- Problem to work on -
Go through the data and tally the lines that hold the string "them". Reply with the total alone.

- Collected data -
┄┄┄┄┄┄┄┄┄┄┄┄┄┄┄┄┄┄┄┄

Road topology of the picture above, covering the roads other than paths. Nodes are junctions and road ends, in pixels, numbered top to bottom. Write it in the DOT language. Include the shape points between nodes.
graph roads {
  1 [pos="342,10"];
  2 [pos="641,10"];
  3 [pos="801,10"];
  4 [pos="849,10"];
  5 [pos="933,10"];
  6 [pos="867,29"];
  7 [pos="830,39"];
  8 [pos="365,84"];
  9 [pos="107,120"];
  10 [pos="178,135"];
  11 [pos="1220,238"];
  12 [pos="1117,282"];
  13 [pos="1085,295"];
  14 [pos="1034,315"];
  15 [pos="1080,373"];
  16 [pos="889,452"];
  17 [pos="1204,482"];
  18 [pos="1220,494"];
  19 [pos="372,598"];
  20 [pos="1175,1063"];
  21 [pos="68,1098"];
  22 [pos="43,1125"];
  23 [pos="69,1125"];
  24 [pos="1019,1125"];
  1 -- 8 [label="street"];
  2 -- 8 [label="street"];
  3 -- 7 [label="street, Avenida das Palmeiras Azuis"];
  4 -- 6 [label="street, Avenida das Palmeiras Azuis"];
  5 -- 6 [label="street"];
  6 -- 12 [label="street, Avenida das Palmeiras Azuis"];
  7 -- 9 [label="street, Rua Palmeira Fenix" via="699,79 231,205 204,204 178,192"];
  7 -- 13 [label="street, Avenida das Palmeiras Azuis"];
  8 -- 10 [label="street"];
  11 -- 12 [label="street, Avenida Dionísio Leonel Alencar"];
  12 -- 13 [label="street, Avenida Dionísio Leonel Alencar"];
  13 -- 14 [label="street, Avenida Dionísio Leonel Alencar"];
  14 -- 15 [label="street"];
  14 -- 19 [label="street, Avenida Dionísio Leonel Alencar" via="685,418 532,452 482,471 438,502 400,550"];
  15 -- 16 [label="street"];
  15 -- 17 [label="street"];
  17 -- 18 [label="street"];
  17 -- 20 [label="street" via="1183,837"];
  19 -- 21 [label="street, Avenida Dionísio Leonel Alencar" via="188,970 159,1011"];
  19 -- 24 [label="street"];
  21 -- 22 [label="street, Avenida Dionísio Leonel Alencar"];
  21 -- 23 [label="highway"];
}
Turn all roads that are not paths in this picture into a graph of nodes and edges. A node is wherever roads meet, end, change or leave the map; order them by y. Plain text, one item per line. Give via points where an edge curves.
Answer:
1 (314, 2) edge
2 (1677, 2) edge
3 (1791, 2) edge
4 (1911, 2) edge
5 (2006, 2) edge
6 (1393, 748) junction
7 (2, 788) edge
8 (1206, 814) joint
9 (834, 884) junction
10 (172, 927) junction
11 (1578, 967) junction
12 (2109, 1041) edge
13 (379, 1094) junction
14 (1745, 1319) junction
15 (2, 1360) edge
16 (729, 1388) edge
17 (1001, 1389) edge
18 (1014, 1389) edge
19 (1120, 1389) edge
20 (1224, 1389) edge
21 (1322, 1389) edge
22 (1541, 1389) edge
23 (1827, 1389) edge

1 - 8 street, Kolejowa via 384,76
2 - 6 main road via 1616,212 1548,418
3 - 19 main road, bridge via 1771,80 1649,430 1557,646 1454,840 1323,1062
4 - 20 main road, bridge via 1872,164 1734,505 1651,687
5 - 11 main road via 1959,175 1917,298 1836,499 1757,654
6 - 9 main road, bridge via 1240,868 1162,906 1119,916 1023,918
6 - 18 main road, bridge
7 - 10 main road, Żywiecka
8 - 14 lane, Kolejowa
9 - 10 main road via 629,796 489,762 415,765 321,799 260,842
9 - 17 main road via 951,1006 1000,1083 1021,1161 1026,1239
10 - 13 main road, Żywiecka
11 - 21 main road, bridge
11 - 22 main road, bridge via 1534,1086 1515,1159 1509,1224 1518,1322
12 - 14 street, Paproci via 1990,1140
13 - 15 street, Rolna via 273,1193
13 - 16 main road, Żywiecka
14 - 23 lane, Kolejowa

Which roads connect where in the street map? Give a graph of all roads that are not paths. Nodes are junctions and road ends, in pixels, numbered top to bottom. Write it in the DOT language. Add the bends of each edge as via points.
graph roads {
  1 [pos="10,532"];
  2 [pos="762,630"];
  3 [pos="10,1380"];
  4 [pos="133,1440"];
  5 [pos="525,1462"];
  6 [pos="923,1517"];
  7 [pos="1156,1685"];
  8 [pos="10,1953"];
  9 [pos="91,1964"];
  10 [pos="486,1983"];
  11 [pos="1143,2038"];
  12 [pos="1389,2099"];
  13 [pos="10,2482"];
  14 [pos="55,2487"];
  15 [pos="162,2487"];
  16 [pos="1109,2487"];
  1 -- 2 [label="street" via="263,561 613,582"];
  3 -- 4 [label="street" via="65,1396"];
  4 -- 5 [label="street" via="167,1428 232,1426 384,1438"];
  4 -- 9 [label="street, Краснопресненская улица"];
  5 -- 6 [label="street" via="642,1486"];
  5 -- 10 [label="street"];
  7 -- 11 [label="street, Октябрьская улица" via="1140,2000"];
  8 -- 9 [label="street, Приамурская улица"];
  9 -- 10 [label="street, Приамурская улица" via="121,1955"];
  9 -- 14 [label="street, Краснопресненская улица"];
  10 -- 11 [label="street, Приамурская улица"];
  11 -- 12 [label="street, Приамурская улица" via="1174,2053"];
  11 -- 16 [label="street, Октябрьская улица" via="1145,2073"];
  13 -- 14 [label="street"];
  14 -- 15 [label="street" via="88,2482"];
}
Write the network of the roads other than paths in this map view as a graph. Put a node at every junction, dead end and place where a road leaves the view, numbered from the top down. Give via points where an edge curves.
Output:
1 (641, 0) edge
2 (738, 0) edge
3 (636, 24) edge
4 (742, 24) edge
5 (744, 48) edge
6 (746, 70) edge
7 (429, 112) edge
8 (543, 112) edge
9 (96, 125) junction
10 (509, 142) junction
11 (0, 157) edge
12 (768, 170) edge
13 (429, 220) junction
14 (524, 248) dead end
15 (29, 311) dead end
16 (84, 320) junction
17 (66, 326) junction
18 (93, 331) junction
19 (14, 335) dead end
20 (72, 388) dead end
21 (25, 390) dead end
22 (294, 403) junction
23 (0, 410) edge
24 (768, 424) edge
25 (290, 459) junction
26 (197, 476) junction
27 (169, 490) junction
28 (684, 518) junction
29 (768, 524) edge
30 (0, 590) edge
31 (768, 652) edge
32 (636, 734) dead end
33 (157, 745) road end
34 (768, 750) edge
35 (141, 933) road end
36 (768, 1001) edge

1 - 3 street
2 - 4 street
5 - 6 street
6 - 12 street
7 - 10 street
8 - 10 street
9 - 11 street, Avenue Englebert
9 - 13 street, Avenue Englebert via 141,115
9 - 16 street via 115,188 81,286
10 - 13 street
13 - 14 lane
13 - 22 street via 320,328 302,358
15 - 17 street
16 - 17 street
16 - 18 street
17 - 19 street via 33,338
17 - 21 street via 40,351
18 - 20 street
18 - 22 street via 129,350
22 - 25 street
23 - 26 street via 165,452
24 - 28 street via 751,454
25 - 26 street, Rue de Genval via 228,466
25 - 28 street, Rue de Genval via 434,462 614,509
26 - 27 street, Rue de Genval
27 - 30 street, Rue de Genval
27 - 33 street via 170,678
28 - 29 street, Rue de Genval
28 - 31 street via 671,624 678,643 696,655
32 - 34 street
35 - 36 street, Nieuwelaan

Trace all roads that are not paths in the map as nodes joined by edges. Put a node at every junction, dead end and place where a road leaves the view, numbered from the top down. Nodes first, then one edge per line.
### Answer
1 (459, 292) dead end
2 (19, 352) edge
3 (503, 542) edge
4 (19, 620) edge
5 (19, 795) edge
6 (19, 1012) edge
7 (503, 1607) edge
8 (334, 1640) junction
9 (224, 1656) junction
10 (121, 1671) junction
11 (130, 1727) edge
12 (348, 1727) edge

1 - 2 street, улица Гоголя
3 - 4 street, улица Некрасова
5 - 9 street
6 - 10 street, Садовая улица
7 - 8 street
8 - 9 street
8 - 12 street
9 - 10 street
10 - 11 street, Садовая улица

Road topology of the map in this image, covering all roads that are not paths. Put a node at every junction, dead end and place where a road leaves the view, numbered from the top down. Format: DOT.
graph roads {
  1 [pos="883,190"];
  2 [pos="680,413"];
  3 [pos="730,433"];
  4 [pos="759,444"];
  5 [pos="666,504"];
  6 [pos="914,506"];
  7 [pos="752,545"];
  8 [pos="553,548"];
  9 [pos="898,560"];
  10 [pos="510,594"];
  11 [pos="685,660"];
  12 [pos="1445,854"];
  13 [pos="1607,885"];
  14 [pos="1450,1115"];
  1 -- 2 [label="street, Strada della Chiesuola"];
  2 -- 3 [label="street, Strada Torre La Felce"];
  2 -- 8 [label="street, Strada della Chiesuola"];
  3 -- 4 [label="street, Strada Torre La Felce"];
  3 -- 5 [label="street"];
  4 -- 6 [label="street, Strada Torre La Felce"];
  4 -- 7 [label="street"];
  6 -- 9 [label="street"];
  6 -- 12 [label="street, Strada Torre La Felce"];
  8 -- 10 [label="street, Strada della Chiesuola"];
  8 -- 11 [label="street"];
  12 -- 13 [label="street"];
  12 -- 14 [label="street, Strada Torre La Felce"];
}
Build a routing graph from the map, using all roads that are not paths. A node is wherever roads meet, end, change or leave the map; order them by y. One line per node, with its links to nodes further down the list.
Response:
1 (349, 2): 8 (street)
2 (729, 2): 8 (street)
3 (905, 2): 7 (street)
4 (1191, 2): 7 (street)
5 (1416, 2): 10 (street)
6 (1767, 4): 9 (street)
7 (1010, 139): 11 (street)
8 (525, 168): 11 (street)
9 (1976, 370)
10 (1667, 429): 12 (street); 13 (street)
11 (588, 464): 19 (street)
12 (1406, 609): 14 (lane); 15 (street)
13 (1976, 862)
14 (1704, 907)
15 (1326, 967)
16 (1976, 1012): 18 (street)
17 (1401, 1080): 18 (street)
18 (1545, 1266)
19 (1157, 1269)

┄┄┄┄┄┄┄┄┄┄┄┄┄┄┄┄┄┄┄┄

- Written response -
2